(Dataset entries)
::::::
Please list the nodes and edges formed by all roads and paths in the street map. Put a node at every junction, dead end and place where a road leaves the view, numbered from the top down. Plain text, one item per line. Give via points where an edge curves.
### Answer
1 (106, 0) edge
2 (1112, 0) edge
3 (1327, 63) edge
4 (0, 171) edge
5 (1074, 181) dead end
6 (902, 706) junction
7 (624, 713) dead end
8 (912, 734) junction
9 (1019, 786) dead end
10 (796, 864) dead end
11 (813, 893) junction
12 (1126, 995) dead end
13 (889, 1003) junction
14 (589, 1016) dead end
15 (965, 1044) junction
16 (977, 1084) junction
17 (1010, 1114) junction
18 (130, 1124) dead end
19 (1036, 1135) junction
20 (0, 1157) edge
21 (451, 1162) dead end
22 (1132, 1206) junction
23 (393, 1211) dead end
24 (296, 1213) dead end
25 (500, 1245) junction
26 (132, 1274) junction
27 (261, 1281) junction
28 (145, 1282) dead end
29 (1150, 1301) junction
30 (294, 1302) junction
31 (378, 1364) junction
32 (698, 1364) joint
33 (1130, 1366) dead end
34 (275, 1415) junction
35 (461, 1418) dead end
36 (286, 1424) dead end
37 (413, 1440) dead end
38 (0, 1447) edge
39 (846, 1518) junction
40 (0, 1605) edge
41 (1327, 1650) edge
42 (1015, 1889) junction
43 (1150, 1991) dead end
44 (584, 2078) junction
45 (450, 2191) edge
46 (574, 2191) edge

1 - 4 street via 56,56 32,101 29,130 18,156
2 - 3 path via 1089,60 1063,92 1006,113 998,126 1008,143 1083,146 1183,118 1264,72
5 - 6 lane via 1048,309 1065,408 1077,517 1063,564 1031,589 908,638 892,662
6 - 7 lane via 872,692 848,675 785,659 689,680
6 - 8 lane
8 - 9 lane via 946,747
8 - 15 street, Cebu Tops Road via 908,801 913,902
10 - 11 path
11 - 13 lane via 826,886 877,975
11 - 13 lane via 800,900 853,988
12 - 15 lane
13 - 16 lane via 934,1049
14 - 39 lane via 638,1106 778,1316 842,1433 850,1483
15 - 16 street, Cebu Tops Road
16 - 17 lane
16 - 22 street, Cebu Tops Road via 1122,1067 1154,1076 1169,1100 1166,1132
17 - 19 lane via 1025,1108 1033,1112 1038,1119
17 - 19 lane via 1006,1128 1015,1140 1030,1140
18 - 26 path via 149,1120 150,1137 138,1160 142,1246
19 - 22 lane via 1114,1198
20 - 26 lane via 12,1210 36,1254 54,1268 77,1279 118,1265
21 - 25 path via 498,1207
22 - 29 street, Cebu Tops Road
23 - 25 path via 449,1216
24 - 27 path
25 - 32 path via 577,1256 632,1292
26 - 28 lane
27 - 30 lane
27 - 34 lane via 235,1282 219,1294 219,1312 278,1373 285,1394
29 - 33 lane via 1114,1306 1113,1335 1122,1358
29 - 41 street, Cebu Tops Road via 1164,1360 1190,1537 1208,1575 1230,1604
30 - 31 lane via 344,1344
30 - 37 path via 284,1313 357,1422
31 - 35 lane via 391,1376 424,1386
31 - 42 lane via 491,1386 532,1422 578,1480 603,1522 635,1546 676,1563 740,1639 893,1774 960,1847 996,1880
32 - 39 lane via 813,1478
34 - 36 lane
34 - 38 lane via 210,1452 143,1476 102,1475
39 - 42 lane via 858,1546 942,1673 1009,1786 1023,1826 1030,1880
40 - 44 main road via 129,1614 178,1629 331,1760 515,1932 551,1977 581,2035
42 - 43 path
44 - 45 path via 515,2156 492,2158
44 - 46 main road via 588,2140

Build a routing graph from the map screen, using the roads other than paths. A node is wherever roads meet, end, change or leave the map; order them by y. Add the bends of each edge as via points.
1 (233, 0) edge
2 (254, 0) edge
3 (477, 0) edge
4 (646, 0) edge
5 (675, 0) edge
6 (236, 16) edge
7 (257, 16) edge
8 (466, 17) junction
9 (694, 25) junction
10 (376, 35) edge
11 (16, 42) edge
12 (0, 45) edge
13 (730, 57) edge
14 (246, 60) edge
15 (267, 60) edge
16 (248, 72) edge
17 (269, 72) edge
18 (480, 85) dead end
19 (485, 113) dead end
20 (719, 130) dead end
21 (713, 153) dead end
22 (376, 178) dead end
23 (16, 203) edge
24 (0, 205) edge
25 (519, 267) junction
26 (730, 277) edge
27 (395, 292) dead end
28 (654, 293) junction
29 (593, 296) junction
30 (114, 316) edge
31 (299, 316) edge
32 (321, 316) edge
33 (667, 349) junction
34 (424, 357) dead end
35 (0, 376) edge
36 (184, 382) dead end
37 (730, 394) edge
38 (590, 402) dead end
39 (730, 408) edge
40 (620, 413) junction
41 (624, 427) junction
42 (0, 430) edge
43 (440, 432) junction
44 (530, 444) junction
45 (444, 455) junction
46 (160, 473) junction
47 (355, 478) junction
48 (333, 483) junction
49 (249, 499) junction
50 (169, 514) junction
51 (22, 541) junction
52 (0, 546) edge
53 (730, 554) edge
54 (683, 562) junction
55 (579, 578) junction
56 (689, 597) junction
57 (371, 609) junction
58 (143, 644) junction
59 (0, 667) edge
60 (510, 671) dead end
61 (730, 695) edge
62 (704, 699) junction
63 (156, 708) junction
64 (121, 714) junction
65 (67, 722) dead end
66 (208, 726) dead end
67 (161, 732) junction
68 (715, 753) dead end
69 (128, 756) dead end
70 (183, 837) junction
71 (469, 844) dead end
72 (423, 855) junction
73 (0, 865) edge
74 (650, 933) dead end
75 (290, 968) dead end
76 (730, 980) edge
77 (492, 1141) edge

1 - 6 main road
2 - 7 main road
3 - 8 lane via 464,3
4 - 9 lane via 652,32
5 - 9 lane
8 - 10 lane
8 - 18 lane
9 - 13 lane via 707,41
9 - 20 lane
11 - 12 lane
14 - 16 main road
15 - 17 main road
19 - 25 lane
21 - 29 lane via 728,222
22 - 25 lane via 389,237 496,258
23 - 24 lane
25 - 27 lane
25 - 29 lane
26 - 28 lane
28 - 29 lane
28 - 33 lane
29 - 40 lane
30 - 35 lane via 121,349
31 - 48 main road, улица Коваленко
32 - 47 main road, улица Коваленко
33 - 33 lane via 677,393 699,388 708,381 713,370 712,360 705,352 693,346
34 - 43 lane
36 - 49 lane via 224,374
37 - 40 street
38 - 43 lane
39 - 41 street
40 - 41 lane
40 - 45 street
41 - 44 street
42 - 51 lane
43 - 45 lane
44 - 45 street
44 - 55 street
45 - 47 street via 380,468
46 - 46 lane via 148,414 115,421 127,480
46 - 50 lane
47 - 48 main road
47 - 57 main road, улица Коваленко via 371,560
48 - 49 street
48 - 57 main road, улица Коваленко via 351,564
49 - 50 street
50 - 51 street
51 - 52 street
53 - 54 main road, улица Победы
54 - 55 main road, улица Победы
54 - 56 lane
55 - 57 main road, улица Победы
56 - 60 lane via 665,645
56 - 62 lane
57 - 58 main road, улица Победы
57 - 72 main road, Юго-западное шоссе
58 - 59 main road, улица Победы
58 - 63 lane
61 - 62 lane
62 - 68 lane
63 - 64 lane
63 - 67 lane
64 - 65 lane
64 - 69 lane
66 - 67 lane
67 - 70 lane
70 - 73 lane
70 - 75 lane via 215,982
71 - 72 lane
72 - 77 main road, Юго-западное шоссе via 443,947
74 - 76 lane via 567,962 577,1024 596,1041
::::::
> ABOUT THIS TASK
Nothing should be dropped or changed, so repeat all of the entries exactly.

> RESULT OF THE EXERCISE
Please list the nodes and edges formed by all roads and paths in the street map. Put a node at every junction, dead end and place where a road leaves the view, numbered from the top down. Plain text, one item per line. Give via points where an edge curves.
### Answer
1 (106, 0) edge
2 (1112, 0) edge
3 (1327, 63) edge
4 (0, 171) edge
5 (1074, 181) dead end
6 (902, 706) junction
7 (624, 713) dead end
8 (912, 734) junction
9 (1019, 786) dead end
10 (796, 864) dead end
11 (813, 893) junction
12 (1126, 995) dead end
13 (889, 1003) junction
14 (589, 1016) dead end
15 (965, 1044) junction
16 (977, 1084) junction
17 (1010, 1114) junction
18 (130, 1124) dead end
19 (1036, 1135) junction
20 (0, 1157) edge
21 (451, 1162) dead end
22 (1132, 1206) junction
23 (393, 1211) dead end
24 (296, 1213) dead end
25 (500, 1245) junction
26 (132, 1274) junction
27 (261, 1281) junction
28 (145, 1282) dead end
29 (1150, 1301) junction
30 (294, 1302) junction
31 (378, 1364) junction
32 (698, 1364) joint
33 (1130, 1366) dead end
34 (275, 1415) junction
35 (461, 1418) dead end
36 (286, 1424) dead end
37 (413, 1440) dead end
38 (0, 1447) edge
39 (846, 1518) junction
40 (0, 1605) edge
41 (1327, 1650) edge
42 (1015, 1889) junction
43 (1150, 1991) dead end
44 (584, 2078) junction
45 (450, 2191) edge
46 (574, 2191) edge

1 - 4 street via 56,56 32,101 29,130 18,156
2 - 3 path via 1089,60 1063,92 1006,113 998,126 1008,143 1083,146 1183,118 1264,72
5 - 6 lane via 1048,309 1065,408 1077,517 1063,564 1031,589 908,638 892,662
6 - 7 lane via 872,692 848,675 785,659 689,680
6 - 8 lane
8 - 9 lane via 946,747
8 - 15 street, Cebu Tops Road via 908,801 913,902
10 - 11 path
11 - 13 lane via 826,886 877,975
11 - 13 lane via 800,900 853,988
12 - 15 lane
13 - 16 lane via 934,1049
14 - 39 lane via 638,1106 778,1316 842,1433 850,1483
15 - 16 street, Cebu Tops Road
16 - 17 lane
16 - 22 street, Cebu Tops Road via 1122,1067 1154,1076 1169,1100 1166,1132
17 - 19 lane via 1025,1108 1033,1112 1038,1119
17 - 19 lane via 1006,1128 1015,1140 1030,1140
18 - 26 path via 149,1120 150,1137 138,1160 142,1246
19 - 22 lane via 1114,1198
20 - 26 lane via 12,1210 36,1254 54,1268 77,1279 118,1265
21 - 25 path via 498,1207
22 - 29 street, Cebu Tops Road
23 - 25 path via 449,1216
24 - 27 path
25 - 32 path via 577,1256 632,1292
26 - 28 lane
27 - 30 lane
27 - 34 lane via 235,1282 219,1294 219,1312 278,1373 285,1394
29 - 33 lane via 1114,1306 1113,1335 1122,1358
29 - 41 street, Cebu Tops Road via 1164,1360 1190,1537 1208,1575 1230,1604
30 - 31 lane via 344,1344
30 - 37 path via 284,1313 357,1422
31 - 35 lane via 391,1376 424,1386
31 - 42 lane via 491,1386 532,1422 578,1480 603,1522 635,1546 676,1563 740,1639 893,1774 960,1847 996,1880
32 - 39 lane via 813,1478
34 - 36 lane
34 - 38 lane via 210,1452 143,1476 102,1475
39 - 42 lane via 858,1546 942,1673 1009,1786 1023,1826 1030,1880
40 - 44 main road via 129,1614 178,1629 331,1760 515,1932 551,1977 581,2035
42 - 43 path
44 - 45 path via 515,2156 492,2158
44 - 46 main road via 588,2140

Build a routing graph from the map screen, using the roads other than paths. A node is wherever roads meet, end, change or leave the map; order them by y. Add the bends of each edge as via points.
1 (233, 0) edge
2 (254, 0) edge
3 (477, 0) edge
4 (646, 0) edge
5 (675, 0) edge
6 (236, 16) edge
7 (257, 16) edge
8 (466, 17) junction
9 (694, 25) junction
10 (376, 35) edge
11 (16, 42) edge
12 (0, 45) edge
13 (730, 57) edge
14 (246, 60) edge
15 (267, 60) edge
16 (248, 72) edge
17 (269, 72) edge
18 (480, 85) dead end
19 (485, 113) dead end
20 (719, 130) dead end
21 (713, 153) dead end
22 (376, 178) dead end
23 (16, 203) edge
24 (0, 205) edge
25 (519, 267) junction
26 (730, 277) edge
27 (395, 292) dead end
28 (654, 293) junction
29 (593, 296) junction
30 (114, 316) edge
31 (299, 316) edge
32 (321, 316) edge
33 (667, 349) junction
34 (424, 357) dead end
35 (0, 376) edge
36 (184, 382) dead end
37 (730, 394) edge
38 (590, 402) dead end
39 (730, 408) edge
40 (620, 413) junction
41 (624, 427) junction
42 (0, 430) edge
43 (440, 432) junction
44 (530, 444) junction
45 (444, 455) junction
46 (160, 473) junction
47 (355, 478) junction
48 (333, 483) junction
49 (249, 499) junction
50 (169, 514) junction
51 (22, 541) junction
52 (0, 546) edge
53 (730, 554) edge
54 (683, 562) junction
55 (579, 578) junction
56 (689, 597) junction
57 (371, 609) junction
58 (143, 644) junction
59 (0, 667) edge
60 (510, 671) dead end
61 (730, 695) edge
62 (704, 699) junction
63 (156, 708) junction
64 (121, 714) junction
65 (67, 722) dead end
66 (208, 726) dead end
67 (161, 732) junction
68 (715, 753) dead end
69 (128, 756) dead end
70 (183, 837) junction
71 (469, 844) dead end
72 (423, 855) junction
73 (0, 865) edge
74 (650, 933) dead end
75 (290, 968) dead end
76 (730, 980) edge
77 (492, 1141) edge

1 - 6 main road
2 - 7 main road
3 - 8 lane via 464,3
4 - 9 lane via 652,32
5 - 9 lane
8 - 10 lane
8 - 18 lane
9 - 13 lane via 707,41
9 - 20 lane
11 - 12 lane
14 - 16 main road
15 - 17 main road
19 - 25 lane
21 - 29 lane via 728,222
22 - 25 lane via 389,237 496,258
23 - 24 lane
25 - 27 lane
25 - 29 lane
26 - 28 lane
28 - 29 lane
28 - 33 lane
29 - 40 lane
30 - 35 lane via 121,349
31 - 48 main road, улица Коваленко
32 - 47 main road, улица Коваленко
33 - 33 lane via 677,393 699,388 708,381 713,370 712,360 705,352 693,346
34 - 43 lane
36 - 49 lane via 224,374
37 - 40 street
38 - 43 lane
39 - 41 street
40 - 41 lane
40 - 45 street
41 - 44 street
42 - 51 lane
43 - 45 lane
44 - 45 street
44 - 55 street
45 - 47 street via 380,468
46 - 46 lane via 148,414 115,421 127,480
46 - 50 lane
47 - 48 main road
47 - 57 main road, улица Коваленко via 371,560
48 - 49 street
48 - 57 main road, улица Коваленко via 351,564
49 - 50 street
50 - 51 street
51 - 52 street
53 - 54 main road, улица Победы
54 - 55 main road, улица Победы
54 - 56 lane
55 - 57 main road, улица Победы
56 - 60 lane via 665,645
56 - 62 lane
57 - 58 main road, улица Победы
57 - 72 main road, Юго-западное шоссе
58 - 59 main road, улица Победы
58 - 63 lane
61 - 62 lane
62 - 68 lane
63 - 64 lane
63 - 67 lane
64 - 65 lane
64 - 69 lane
66 - 67 lane
67 - 70 lane
70 - 73 lane
70 - 75 lane via 215,982
71 - 72 lane
72 - 77 main road, Юго-западное шоссе via 443,947
74 - 76 lane via 567,962 577,1024 596,1041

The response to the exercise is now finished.